======== EXTRACTED MATERIAL ========

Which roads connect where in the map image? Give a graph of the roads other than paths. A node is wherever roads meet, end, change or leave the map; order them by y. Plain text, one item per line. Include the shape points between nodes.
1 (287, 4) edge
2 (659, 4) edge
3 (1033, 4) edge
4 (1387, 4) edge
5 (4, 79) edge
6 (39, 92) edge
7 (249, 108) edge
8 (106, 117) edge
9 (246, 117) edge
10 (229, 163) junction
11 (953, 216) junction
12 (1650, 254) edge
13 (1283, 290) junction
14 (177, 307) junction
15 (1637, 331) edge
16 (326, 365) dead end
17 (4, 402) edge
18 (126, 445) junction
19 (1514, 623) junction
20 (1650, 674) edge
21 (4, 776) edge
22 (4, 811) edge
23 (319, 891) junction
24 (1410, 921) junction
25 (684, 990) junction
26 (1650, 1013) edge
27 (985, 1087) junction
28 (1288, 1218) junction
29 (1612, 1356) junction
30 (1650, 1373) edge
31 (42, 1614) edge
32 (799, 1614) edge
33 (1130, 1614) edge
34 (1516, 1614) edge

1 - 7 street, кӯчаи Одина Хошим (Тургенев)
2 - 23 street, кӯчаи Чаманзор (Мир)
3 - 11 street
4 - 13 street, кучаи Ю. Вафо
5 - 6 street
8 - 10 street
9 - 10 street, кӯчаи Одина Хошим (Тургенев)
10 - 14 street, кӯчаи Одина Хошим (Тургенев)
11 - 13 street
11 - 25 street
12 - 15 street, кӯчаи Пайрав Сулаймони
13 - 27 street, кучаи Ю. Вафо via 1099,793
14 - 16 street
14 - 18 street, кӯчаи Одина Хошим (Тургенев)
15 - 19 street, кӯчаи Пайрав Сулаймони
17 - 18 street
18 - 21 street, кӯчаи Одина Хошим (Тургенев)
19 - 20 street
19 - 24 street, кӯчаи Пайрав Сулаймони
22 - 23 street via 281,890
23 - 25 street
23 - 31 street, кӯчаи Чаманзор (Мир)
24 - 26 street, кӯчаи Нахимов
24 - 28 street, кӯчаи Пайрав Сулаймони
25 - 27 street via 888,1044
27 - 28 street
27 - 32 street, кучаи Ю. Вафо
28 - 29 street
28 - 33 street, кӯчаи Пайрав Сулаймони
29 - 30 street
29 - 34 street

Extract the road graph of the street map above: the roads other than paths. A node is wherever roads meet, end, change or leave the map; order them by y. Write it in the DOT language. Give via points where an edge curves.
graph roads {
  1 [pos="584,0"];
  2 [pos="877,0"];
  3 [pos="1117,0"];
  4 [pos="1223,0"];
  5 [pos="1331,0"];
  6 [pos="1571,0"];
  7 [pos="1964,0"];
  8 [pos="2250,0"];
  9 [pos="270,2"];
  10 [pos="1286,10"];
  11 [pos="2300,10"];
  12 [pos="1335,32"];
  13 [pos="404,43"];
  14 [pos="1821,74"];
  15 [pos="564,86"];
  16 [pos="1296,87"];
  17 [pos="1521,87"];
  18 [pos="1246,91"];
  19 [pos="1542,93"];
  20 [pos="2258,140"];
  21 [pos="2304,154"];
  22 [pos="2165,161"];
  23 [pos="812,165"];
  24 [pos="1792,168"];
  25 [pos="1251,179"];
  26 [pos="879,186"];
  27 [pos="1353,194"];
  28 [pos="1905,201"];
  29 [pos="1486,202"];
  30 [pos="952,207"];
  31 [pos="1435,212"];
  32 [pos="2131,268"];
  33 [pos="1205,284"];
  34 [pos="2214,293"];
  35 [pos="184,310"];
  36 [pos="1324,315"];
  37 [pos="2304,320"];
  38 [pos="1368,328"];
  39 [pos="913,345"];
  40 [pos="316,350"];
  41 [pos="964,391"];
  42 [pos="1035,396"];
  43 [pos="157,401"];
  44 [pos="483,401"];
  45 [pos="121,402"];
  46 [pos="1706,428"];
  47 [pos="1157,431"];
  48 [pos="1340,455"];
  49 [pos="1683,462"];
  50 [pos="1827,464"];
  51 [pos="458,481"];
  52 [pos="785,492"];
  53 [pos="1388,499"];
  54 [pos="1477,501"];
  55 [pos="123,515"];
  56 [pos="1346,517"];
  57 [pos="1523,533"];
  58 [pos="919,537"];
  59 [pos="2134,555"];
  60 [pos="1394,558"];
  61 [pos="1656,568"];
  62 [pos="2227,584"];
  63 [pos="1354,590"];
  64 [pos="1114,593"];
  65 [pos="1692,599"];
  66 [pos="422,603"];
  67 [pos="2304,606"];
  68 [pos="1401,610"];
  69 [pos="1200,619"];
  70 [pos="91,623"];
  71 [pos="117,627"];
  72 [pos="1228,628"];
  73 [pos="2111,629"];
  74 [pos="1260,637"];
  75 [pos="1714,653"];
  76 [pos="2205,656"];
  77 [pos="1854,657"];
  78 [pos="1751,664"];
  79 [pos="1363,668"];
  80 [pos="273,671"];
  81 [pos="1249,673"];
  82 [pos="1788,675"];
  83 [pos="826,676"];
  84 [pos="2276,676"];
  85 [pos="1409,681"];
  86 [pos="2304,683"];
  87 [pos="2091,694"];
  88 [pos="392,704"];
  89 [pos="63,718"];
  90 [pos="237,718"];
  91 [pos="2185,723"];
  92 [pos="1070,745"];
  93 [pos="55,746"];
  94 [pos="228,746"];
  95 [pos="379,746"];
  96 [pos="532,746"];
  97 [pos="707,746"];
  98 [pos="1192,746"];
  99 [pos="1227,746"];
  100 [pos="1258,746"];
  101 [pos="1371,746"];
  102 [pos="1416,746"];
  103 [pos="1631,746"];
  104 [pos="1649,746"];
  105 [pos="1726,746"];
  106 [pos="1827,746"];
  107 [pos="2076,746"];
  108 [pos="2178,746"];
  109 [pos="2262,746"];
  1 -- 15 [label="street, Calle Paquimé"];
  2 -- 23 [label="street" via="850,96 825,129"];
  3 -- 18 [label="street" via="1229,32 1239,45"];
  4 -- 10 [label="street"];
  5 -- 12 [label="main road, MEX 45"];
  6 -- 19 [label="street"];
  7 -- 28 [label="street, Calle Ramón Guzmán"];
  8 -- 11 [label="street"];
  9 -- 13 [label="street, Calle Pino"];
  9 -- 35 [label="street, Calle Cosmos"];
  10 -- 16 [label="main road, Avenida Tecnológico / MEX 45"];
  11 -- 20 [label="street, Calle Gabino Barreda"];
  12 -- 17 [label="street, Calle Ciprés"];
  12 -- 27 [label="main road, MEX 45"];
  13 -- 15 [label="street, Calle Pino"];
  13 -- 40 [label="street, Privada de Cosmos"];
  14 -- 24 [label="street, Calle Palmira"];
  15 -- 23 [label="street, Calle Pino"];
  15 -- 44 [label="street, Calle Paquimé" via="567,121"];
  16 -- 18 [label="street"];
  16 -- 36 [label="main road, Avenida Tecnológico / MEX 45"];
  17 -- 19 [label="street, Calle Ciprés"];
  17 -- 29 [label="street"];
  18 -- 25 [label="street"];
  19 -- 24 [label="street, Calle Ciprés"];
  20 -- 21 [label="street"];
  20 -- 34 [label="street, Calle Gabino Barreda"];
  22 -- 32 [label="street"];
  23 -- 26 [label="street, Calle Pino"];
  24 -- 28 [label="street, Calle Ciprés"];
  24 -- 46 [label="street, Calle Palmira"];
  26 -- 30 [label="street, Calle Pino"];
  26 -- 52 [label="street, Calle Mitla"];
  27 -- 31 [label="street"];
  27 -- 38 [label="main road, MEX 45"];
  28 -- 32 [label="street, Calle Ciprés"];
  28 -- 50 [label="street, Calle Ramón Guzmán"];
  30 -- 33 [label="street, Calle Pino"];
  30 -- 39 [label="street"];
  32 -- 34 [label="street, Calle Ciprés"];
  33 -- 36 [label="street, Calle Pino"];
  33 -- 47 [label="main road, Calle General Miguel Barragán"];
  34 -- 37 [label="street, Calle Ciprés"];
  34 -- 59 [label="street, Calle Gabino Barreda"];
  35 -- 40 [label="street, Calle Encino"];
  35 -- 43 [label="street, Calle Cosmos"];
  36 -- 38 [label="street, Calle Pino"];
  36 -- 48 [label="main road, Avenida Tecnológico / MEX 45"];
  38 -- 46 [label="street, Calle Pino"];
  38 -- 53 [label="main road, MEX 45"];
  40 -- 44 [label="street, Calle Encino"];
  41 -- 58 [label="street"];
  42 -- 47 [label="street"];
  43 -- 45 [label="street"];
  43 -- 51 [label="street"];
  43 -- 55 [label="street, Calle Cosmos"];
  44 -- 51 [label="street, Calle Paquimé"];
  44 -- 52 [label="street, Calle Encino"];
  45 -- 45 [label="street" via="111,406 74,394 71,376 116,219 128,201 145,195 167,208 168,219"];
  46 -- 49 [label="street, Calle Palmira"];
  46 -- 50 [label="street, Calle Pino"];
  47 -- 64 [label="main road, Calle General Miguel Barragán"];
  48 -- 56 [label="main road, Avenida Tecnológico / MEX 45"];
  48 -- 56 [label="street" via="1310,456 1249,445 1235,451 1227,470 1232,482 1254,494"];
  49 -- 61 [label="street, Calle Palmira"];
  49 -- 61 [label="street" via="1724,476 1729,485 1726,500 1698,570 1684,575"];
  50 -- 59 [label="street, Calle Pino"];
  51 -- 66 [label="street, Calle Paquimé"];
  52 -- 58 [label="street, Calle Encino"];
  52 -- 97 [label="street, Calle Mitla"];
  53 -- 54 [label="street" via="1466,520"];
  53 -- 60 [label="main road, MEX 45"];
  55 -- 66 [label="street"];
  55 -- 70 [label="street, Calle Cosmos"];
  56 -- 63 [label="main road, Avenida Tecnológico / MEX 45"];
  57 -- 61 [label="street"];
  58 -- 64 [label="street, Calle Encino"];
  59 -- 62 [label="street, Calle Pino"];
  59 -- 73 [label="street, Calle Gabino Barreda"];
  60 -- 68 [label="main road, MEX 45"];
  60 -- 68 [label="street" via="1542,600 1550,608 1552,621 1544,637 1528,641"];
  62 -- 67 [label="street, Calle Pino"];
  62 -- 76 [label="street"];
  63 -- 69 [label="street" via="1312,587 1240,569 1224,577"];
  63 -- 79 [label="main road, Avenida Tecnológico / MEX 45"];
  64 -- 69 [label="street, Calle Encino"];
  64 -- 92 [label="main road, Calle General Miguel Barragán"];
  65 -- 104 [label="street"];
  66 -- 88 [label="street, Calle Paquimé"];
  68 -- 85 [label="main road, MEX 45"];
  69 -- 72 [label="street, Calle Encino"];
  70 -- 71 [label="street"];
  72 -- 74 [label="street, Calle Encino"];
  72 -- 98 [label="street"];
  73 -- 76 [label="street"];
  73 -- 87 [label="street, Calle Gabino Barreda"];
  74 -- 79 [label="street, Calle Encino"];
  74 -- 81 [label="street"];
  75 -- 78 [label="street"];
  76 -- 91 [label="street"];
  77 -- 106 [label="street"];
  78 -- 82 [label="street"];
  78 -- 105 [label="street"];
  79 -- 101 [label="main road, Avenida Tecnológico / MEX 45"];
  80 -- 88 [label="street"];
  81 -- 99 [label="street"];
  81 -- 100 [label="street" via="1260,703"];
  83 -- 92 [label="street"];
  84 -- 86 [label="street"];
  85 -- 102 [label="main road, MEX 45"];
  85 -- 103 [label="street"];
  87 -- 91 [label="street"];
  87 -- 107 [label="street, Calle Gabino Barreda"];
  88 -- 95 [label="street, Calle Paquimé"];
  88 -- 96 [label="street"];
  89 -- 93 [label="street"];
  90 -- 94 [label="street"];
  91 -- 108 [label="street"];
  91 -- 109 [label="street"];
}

========

§ PROBLEM DETAILS
All lines with the word "Guzmán" must be located in the data and copied.

§ TASK ANSWER
  7 -- 28 [label="street, Calle Ramón Guzmán"];
  28 -- 50 [label="street, Calle Ramón Guzmán"];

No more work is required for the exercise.